[Note: This post also appears on my personal blog, southeast main. Jay has persuaded me to cross-post as an efficiency matter. I find it changes my thinking to do it this way, which is a different, but also interesting, topic. Hi all — I’m glad to be back.]

I’m thinking about edges. I have a theory — or rather a “notion,” (which is a theory that is so diffuse it has no edges) — but anyway…..

My theory is that a lot of textile art maintains its textilishness via its edges. And this is in spite of the hand-dyed fabrics, surface design with fuzzy results, sheer fabrics, and other fuzzying techniques of contemporary textile artists. The edges of quilted art are often delineated by the quilting ; sometimes they are even more clearly portrayed with zigzag applique. Applique by itself lends itself to clean edges, as do commercial fabrics. Piecing fabric together gives a seam line, which makes an edge, even when the fabrics are close in color and value.

The clarity of edges in textiles tends to pull the textile toward something I think of as “good design” such as can be seen in magazine ads and hard-edged abstract art. This clarity has a certain appeal –it’s clean, not mushy, not sentimental. Clarity has a sureness of feel about it (which is probably why it’s so popular in advertisements). It’s also good for a certain kind of whimsicality, of child-like sensibility. The “faux representational” look in textile art often derives from its clear, often hard, edges.

Arabesque, 40″ x 40″, hand-dyed cottons and silk hanks, appliqued and machine quilted

However, contemporary painters, particularly representational painters, fuzz up their edges, even when to the eye it doesn’t appear like an obvious tactic. In the Guide to Landscape painting (one of those books I return to repeatedly) John Carlson speaks of masses reaching into the sky — say, buildings or trees.

“A dark mass seen at some distance, through this [dust and moisture-laden] air is more or less lightened according to the day and time of day. Especially is this noticeable when looking toward the light (as in the case of the window). Especially, too, is such a mass lighted at the edges touching the sky or light… It seems darker to the eye of the beginner, but if he paints it that way (darker), the light mass (sky) touching it, while being itself a light value will not seem to give off light rays.

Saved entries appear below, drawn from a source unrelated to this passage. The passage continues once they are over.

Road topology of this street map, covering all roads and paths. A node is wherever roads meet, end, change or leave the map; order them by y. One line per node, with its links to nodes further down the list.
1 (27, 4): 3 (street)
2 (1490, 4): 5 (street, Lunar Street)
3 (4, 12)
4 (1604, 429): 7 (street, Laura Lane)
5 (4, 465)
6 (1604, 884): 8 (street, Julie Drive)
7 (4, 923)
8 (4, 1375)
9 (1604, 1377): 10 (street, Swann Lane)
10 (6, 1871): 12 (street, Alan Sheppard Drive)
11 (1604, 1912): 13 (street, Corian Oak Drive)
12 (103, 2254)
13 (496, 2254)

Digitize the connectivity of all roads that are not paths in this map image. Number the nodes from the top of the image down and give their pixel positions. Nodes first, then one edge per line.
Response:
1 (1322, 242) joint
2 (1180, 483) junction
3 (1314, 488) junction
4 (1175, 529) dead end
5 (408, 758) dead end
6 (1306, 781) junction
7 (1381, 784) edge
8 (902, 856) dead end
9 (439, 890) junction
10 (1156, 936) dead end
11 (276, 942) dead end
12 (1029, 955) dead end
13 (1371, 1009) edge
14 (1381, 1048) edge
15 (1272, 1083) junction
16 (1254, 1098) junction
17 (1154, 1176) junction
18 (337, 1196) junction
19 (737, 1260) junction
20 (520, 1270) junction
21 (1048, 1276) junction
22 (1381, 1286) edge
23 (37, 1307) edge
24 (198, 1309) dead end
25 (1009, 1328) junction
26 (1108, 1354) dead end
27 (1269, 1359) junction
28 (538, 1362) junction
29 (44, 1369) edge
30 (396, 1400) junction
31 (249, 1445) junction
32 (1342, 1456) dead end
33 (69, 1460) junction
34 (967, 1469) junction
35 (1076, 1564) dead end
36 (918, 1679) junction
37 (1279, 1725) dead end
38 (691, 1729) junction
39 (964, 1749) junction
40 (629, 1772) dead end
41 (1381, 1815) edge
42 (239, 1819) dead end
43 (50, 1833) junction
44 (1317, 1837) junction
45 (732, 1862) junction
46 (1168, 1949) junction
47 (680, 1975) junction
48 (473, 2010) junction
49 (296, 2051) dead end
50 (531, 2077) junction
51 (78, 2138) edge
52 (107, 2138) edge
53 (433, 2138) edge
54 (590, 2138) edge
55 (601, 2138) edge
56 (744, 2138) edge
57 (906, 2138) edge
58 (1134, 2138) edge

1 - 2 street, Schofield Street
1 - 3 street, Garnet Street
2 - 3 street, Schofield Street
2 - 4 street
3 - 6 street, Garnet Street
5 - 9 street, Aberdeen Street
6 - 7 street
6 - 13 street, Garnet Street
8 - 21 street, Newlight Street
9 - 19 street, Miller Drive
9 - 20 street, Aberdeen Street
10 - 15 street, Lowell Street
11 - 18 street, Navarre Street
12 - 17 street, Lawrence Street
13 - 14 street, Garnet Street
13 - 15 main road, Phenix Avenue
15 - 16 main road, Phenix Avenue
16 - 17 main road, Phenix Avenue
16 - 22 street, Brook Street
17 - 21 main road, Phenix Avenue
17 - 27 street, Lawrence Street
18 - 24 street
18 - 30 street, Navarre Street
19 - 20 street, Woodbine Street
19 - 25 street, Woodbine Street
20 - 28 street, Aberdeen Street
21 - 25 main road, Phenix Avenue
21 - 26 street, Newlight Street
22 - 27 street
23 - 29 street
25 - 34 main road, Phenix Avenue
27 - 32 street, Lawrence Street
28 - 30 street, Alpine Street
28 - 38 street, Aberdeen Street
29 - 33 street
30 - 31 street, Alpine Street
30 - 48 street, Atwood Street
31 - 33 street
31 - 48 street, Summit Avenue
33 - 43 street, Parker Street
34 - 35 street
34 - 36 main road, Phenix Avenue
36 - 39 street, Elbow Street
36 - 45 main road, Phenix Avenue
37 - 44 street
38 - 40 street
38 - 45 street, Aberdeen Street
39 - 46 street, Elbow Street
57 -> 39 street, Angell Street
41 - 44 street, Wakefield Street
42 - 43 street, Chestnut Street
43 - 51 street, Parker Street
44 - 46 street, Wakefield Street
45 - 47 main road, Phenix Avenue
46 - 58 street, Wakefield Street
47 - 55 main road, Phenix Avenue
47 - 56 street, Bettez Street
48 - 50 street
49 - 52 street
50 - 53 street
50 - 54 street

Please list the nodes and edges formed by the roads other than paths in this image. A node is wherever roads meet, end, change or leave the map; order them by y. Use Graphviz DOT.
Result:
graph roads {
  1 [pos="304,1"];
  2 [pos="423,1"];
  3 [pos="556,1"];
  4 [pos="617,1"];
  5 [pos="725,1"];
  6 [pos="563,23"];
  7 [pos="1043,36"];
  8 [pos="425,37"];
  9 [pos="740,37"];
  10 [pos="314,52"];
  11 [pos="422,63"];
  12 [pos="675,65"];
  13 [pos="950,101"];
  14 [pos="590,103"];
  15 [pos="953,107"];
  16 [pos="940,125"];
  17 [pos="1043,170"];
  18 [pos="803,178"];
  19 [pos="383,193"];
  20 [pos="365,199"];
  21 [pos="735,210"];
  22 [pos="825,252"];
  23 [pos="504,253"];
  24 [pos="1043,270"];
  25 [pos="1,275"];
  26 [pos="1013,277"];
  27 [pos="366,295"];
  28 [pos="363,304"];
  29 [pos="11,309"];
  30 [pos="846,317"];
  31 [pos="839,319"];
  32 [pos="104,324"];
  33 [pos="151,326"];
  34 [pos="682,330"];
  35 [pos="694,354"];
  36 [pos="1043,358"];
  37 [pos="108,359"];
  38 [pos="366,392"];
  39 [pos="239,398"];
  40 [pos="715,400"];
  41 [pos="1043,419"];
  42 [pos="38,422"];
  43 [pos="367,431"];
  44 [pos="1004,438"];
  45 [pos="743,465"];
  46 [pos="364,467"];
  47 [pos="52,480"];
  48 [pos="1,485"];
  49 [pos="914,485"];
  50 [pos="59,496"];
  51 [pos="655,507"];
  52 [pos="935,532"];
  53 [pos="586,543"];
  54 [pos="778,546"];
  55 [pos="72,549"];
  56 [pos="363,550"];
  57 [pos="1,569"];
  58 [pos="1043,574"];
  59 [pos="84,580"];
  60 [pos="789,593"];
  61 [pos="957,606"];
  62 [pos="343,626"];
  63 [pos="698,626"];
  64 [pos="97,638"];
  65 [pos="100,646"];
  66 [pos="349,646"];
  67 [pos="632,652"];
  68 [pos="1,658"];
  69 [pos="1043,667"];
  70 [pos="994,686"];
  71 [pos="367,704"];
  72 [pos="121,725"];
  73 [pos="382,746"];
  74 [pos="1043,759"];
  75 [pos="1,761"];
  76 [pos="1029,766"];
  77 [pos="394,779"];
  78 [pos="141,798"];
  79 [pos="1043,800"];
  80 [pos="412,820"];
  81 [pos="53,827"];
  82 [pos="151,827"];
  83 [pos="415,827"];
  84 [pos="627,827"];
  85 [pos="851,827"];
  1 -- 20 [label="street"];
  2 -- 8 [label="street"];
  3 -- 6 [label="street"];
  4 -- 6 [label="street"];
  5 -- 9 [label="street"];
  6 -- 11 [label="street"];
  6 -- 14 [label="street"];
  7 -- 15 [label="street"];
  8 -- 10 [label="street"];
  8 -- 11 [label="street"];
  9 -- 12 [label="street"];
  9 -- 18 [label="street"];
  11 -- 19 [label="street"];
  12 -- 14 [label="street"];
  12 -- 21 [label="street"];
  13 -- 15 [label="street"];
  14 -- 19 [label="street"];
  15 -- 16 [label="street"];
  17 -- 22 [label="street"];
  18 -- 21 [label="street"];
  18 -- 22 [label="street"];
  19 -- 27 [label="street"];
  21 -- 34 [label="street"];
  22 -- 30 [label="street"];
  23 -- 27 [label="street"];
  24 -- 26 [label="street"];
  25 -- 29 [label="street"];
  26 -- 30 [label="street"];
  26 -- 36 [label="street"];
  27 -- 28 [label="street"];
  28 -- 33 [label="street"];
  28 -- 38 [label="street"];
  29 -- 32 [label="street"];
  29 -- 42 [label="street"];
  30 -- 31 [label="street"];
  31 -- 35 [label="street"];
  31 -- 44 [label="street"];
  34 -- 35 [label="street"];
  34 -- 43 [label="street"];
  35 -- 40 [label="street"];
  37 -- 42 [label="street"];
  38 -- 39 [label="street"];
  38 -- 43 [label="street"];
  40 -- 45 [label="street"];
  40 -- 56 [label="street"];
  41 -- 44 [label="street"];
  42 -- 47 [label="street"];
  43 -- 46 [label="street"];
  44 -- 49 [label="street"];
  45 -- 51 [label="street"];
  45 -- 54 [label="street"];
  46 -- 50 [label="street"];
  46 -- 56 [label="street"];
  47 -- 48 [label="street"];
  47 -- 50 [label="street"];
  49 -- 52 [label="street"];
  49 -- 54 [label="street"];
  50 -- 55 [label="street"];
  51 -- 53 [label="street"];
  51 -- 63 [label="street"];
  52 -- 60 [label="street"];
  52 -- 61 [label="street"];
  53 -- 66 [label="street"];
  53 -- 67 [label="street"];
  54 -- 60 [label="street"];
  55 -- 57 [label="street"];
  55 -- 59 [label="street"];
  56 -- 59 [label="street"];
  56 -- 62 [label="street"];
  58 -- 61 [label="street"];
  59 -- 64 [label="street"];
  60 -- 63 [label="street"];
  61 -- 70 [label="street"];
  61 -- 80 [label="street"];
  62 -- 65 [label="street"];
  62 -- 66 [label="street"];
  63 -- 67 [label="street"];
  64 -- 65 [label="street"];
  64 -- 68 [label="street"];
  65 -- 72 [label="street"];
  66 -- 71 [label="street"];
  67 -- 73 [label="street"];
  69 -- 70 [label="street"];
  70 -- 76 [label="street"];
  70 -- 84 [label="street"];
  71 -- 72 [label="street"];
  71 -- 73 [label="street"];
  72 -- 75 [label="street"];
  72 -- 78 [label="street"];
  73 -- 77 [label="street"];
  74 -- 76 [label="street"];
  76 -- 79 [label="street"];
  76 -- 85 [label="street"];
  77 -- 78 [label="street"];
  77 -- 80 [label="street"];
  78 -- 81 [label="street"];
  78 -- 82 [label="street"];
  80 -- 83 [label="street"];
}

This lack of light light is easily noticed if you try to paint a dark tree too dark against a brilliantly lighted sky. Your sky may be brilliant yellow or very light blue… but with your too-dark tree painted against it, it will not appear to radiate light. It becomes just black paint again light paint, but not light. The light not only lightens and simplifies such a tree, but seems to wrap itself around the edges in relief against it so that these, more than ever, lose their local color and much of their local value.”

Snow on the Palouse Plateau, Oil on board, 12 x 16″

My recent oil painting instructor, Jef, after he got tired of saying “more paint” to me, started saying, “Soften up those edges.” That’s when I went back to Carlson. And now I’m reading a whole chapter on edges in Richard Schmid’s Alla Prima: Everything I Know About Painting .

Schmid is more analytic than Carlson, so he says the same thing but explains it more fully. Schmid says that edges appear the way they do for a variety of reasons. One reason is the inherent shape of things, like the differences between a sheet of paper or a fold of fabric — the fold will have a softer edge than the hard-edged paper. Another is the intrinsic (“local”) value and color of things — shapes that are similar in value or color will appear to have a softer transition between them than elements which contrast, even though the real (physical) edge is the same. A dark blue against a dark green will look softer than a dark blue against a bright orange.

Other reasons for differences in edges exist. For example, the nature of things– what they are made of — changes their edges. Clouds (and the rear ends of ducks) are softer than bricks, and their edges will be softer. Also the light — how strong, or weak, or diffused it is and the angle it is hitting the subject changes the nature of edges. [This is why painting books always tell you to set up your subjects with a stong light coming from a high angle; it makes the writing of the instructions much easier (I said that, not Schmid).]

Finally Schmid gives two other reasons for edges appearing different at different timesĀ  — one is the atmosphere, which is most familiar in distant landscapes, fog, etc.; and the other is motion, which calls for soft edges (and patterns within the motion which have to be caught).

Of course, there’s rarely a single cause for the appearance of an edge. And edges, Schmid reminds us, are comparative creatures — they appear differently because of relationships one to the other.

Early Morning Trash Container, oil on board, 12 x 16″

I did the painting above about two years ago. Then I took Jef’s class, read Carlson and Schmid, and redid the painting. I’m still not sure I’ve caught the edges (and other things) but it is a lot better for the notions I’m accruing.

I can play around with photography and edges in terms of painting and textiles, but not in terms of photography-as-art. I wonder how the camera deals with edges. And I think of Jay’s foam-carved paintings and sculptures — he relies on that most sophisticated of instruments, our own eyes, to make the edges do whatever they will do. Or at least that’s my notion at the moment.

And a note about the Schmid book — it’s pricy, even in soft cover, but getting it from the author is less expensive than any I found elsewhere. Don’t trust Amazon on this one.